In a statement on Monday, the secretary general of the Norwegian Refugee Council, Jan Egeland, said significant humanitarian operations had still not started in the region. “In all my years as an aid worker, I have rarely seen such a hampered humanitarian response, unable to respond for so long, to so many people with such pressing needs,” said Egeland.

Lemma told Meeks that the United States must push for the withdrawal of the Eritrean army from Tigray.
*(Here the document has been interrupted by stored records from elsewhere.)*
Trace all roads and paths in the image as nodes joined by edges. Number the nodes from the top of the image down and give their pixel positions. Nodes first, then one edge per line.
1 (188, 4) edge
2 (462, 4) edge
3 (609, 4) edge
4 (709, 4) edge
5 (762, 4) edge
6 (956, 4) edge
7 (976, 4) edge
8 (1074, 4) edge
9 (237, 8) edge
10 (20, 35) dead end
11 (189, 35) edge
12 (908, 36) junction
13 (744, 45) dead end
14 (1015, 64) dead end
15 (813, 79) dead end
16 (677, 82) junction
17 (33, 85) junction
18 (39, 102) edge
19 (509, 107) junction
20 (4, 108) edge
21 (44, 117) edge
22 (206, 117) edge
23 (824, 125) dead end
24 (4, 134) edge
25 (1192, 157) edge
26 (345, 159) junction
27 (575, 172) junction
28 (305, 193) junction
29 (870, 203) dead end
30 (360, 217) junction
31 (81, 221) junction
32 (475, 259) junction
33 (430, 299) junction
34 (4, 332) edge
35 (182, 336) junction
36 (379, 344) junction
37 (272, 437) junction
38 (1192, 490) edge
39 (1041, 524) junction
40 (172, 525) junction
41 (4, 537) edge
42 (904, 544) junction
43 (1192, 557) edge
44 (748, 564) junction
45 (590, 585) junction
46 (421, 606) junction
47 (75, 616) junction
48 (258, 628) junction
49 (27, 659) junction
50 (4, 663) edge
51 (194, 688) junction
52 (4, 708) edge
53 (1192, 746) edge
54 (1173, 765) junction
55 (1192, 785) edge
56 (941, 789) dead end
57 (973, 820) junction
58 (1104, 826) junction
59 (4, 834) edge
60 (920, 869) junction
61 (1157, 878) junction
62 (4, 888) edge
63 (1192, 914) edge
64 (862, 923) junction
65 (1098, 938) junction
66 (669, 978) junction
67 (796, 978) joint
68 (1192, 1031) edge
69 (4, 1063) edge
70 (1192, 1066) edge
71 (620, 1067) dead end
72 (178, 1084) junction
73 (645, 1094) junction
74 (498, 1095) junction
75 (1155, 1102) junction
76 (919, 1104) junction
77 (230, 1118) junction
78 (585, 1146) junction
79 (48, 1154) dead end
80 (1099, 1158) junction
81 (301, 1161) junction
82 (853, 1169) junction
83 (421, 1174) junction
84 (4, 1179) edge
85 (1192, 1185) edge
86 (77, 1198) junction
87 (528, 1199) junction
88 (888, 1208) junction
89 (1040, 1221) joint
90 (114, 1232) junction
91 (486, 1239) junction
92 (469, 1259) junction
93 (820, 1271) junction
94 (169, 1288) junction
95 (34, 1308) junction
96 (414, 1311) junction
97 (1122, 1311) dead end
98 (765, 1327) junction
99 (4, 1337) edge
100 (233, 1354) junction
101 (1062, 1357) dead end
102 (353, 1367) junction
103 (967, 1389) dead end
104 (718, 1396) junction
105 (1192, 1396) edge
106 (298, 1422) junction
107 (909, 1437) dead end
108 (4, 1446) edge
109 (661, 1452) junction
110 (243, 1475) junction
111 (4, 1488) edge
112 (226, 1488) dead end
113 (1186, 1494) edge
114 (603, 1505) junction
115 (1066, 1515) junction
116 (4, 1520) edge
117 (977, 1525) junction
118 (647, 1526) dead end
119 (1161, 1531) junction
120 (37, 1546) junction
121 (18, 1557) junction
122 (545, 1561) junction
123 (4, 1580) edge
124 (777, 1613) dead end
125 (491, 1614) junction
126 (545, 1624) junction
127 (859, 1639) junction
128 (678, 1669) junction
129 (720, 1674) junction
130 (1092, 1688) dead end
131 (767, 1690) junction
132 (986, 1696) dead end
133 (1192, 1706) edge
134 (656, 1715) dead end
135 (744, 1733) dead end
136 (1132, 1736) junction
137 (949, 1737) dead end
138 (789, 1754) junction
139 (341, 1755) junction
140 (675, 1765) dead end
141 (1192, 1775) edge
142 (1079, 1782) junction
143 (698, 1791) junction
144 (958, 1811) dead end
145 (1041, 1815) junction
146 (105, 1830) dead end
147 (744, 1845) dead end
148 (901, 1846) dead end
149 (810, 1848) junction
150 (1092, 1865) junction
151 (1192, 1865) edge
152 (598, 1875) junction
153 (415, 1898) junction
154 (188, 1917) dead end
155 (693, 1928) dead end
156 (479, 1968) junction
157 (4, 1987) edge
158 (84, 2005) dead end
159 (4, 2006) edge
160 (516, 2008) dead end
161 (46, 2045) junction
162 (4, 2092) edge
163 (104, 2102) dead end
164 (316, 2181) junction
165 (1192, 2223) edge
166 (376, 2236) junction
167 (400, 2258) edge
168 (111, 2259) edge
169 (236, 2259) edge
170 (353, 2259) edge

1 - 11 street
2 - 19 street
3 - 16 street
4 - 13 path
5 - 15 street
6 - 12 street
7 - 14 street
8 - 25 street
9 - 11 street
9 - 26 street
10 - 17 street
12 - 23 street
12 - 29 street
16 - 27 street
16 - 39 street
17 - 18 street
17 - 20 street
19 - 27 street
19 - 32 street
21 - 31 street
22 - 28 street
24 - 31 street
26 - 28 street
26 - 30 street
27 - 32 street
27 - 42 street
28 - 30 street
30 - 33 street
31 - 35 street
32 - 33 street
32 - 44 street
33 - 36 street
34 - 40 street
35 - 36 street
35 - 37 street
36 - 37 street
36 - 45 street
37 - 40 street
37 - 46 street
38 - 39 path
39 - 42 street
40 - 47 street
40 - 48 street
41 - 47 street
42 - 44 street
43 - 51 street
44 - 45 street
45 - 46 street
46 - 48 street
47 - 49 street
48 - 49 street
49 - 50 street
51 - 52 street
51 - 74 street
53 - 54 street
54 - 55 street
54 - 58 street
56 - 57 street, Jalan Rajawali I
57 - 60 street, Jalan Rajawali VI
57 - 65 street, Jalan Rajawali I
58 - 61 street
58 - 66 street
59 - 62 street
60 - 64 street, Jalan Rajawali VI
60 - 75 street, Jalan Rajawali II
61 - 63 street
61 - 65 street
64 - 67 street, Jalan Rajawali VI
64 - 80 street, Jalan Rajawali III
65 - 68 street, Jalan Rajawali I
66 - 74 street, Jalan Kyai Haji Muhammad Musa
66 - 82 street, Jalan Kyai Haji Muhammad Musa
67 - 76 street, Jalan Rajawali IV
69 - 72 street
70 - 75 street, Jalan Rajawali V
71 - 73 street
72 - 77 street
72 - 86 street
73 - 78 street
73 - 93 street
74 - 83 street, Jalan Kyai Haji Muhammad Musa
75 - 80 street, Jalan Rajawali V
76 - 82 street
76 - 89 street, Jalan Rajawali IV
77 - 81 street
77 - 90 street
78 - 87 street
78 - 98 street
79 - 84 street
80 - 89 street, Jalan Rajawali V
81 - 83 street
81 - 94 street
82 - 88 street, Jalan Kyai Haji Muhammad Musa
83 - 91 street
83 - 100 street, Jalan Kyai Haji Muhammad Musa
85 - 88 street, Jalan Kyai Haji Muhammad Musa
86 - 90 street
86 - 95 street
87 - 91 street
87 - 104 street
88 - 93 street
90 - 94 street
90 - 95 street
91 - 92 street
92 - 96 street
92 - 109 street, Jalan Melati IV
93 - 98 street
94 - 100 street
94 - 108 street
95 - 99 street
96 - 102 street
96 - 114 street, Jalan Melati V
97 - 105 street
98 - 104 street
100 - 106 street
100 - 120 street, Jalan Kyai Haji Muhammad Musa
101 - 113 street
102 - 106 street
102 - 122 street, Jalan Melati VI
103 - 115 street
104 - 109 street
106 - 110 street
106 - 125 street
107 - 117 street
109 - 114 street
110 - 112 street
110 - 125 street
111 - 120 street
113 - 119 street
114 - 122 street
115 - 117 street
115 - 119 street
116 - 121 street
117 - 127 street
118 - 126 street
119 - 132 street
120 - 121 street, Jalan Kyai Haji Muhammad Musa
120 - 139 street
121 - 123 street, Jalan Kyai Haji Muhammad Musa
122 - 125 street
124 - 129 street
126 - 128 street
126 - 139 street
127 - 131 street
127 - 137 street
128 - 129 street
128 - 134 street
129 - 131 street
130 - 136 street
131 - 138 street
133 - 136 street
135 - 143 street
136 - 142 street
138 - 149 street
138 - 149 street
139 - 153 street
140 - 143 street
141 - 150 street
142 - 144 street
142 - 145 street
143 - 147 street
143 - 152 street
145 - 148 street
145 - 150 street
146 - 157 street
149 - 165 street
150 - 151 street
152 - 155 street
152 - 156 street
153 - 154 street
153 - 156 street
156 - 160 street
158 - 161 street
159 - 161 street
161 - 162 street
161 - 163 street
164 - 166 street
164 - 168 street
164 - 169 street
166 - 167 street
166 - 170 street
The State Department has called Eritrean soldiers to leave, Eritrea and Ethiopia denying that they are working in coordination in the region.

Lemma also called for an “independent, UN-mandated and politically isolated investigation into the atrocities that took place.”

Meeks said the United States must use its “chair of intimidation” to get countries to push for a ceasefire that would grant humanitarian access, while saying “an independent investigation must take place” . He also pledged to use his committee to “shine a light” on the conflict.

Biden politics

Political analysts said However, many questions remain about how the Biden administration will approach Africa.

Some were optimistic that the continent will benefit from Washington’s re-engagement with international organizations, while others believe Africa will not be a priority among other more pressing issues, such as the COVID-19 pandemic.

Some of Biden’s early presidential actions have included ending Trump’s travel ban in several Muslim-majority countries – including Somalia, Nigeria, Sudan, Eritrea, Egypt, Libya and Tanzania – and lifting of the Global Gag rule , which limited aid to organizations that provide abortion counseling or literature, and which disproportionately affected Africa.

But it will be a break with the Trump administration, which ended a period of heightened engagement between the United States and Africa that began under the administration of former President Bill Clinton.

While U.S. aid has remained relatively stable, trade has fallen dramatically, wrote Francis Owusu, professor at Iowa State University, and Padraig Carmody, professor at Trinity College Dublin, on The Conversation news site. They called Trump’s approach “malicious negligence.”

Instead, Meeks said he hoped the United States would expand its reach beyond urban centers and called for the opening of consulates in Mombasa, Kenya, Cairo, Egypt and Goma. He also said he plans to “create dedicated US Embassy country teams for regional economic communities, separate from bilateral missions.”